Jingmen Station train station.

Jingmen is served by the Jiaozuo-Liuzhou Railway and the local Jingmen-Shashi Railway and Changjiangbu-Jingmen Railways. Traveling to Jingmen by railway is convenient, though takes time.

The city is served by the Jingmen Zhanghe Airport, which opened in 2018.

== Economy ==

The economy in Jingmen consists mainly of agriculture and industry. The service sector is not as developed as manufacturing.

Jingmen is an important area for rice, cotton, and rapeseed production. An annual event in late March, Jingmen Rape Petal Tourism Festival, exhibits local agricultural production.
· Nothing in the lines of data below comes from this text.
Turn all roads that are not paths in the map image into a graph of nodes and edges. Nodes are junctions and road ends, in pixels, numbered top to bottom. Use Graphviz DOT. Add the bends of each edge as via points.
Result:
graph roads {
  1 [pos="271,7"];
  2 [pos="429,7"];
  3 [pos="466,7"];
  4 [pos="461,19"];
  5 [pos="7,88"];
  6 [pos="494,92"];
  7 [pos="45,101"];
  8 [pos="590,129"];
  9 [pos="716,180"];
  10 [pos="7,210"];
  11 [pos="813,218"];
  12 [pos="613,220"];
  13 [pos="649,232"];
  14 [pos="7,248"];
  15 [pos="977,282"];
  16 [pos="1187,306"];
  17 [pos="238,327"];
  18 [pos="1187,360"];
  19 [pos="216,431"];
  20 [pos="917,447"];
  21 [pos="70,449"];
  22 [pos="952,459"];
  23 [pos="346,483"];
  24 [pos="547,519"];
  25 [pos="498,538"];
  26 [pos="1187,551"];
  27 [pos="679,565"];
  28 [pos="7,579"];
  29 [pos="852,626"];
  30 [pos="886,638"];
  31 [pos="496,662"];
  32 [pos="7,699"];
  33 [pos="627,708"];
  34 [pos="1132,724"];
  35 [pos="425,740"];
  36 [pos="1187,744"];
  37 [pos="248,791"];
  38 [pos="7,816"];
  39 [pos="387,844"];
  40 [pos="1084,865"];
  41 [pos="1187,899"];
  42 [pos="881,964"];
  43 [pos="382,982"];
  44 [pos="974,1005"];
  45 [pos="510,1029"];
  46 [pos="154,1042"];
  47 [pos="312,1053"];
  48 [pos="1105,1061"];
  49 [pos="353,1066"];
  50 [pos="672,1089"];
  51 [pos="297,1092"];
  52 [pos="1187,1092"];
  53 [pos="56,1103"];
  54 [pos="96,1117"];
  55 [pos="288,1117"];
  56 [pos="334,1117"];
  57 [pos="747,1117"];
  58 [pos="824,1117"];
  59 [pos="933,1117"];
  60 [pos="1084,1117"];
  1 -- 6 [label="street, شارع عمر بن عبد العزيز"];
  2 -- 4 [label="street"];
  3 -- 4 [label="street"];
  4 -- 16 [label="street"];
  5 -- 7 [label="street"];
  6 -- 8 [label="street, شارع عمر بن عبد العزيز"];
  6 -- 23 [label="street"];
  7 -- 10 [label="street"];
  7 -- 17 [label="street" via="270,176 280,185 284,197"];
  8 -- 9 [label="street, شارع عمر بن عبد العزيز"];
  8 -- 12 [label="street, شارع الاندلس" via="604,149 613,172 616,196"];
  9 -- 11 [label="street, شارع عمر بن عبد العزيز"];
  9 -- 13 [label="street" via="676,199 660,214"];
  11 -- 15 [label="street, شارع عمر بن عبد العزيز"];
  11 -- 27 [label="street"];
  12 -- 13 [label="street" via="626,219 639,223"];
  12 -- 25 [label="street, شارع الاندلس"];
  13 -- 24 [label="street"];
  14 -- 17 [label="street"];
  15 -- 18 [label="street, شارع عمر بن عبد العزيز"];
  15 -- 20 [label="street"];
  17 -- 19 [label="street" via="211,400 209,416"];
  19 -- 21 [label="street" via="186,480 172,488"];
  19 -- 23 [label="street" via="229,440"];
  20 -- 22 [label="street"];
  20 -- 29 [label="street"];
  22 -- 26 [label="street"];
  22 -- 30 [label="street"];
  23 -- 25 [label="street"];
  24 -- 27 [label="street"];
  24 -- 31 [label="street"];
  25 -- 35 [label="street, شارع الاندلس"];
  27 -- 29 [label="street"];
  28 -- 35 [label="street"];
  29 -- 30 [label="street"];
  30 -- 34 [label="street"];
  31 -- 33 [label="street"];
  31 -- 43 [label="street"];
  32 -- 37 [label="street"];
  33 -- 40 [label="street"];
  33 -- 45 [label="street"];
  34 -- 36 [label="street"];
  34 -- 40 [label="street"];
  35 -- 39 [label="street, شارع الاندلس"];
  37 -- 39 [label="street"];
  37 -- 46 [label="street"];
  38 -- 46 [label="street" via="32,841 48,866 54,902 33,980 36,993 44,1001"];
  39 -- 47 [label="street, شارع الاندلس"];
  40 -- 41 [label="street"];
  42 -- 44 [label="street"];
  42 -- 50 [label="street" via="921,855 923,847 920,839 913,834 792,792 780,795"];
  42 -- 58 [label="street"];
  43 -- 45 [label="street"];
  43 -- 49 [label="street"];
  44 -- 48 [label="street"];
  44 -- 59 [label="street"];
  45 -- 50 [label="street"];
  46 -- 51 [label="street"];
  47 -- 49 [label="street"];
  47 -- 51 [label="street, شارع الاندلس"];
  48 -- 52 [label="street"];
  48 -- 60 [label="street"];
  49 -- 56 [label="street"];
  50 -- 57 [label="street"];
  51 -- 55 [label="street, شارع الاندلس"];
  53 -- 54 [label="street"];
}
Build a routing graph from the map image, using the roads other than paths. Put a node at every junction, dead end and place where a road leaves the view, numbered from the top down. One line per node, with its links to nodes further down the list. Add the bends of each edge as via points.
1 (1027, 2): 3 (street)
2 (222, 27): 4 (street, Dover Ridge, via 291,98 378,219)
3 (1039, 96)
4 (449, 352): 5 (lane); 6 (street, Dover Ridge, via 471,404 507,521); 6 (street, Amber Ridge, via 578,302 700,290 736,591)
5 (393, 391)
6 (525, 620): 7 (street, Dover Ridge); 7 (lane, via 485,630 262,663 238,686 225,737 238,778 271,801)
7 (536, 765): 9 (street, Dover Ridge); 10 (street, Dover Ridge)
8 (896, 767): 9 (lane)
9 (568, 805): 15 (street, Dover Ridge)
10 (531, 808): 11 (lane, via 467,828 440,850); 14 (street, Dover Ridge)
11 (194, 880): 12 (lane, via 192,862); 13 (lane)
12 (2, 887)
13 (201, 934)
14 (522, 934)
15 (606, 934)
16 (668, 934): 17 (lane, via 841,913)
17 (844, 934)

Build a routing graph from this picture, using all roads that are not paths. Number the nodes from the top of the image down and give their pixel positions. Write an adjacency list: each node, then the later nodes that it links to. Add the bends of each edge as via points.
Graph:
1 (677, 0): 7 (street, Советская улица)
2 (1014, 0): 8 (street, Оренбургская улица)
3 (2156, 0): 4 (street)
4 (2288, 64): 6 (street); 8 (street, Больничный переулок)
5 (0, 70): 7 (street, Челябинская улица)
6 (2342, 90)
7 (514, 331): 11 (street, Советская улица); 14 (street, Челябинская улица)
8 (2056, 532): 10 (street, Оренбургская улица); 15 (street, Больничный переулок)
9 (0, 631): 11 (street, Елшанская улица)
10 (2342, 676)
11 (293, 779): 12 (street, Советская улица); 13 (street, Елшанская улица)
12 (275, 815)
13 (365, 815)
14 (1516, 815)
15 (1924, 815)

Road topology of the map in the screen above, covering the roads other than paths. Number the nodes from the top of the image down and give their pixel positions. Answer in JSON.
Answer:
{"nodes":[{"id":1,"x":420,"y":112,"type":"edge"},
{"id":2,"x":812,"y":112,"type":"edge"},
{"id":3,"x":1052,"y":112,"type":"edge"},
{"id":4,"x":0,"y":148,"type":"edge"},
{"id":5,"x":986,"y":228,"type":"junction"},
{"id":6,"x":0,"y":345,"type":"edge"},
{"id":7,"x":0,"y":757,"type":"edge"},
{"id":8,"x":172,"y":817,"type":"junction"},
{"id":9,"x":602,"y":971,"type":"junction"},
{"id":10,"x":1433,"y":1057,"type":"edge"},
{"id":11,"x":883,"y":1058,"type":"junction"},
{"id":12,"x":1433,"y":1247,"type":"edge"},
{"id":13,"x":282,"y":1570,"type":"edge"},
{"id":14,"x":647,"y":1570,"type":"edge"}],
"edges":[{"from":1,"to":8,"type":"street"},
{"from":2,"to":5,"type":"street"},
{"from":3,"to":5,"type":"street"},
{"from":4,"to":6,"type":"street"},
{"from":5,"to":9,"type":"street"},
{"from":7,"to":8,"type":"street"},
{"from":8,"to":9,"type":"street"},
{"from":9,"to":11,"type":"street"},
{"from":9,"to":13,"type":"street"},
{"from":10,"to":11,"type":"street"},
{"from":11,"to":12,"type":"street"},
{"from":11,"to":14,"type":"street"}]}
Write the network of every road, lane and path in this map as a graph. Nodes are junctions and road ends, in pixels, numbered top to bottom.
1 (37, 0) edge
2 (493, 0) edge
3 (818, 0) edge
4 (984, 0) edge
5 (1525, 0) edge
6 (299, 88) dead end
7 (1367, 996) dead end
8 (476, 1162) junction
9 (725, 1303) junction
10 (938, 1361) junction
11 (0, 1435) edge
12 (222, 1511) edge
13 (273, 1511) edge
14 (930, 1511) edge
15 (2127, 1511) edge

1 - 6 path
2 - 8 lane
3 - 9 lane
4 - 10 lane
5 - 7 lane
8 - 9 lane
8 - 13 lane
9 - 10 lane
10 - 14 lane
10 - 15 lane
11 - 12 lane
The largest industry in Jingmen is petroleum refining. The Jingmen Branch of Sinopec is a main producer of oil products in central China, refining crude oil extracted from Nanyang Oilfield in Henan province and the Jianghan Oilfield in Hubei province.

Jingmen is a developing logistic hub in central China. Li Ning has set up its largest distribution center in Jingmen, to link southeastern production and consumption from all over China.

Other important industries include power generation, production of agricultural chemicals and cement, metal and electronic waste recycling, and beer-making.

On July 30, 2014 the mayor of Jingmen, Xiao Juhua, signed a Sister City agreement with the rural Canadian township of North Glengarry in Eastern Ontario.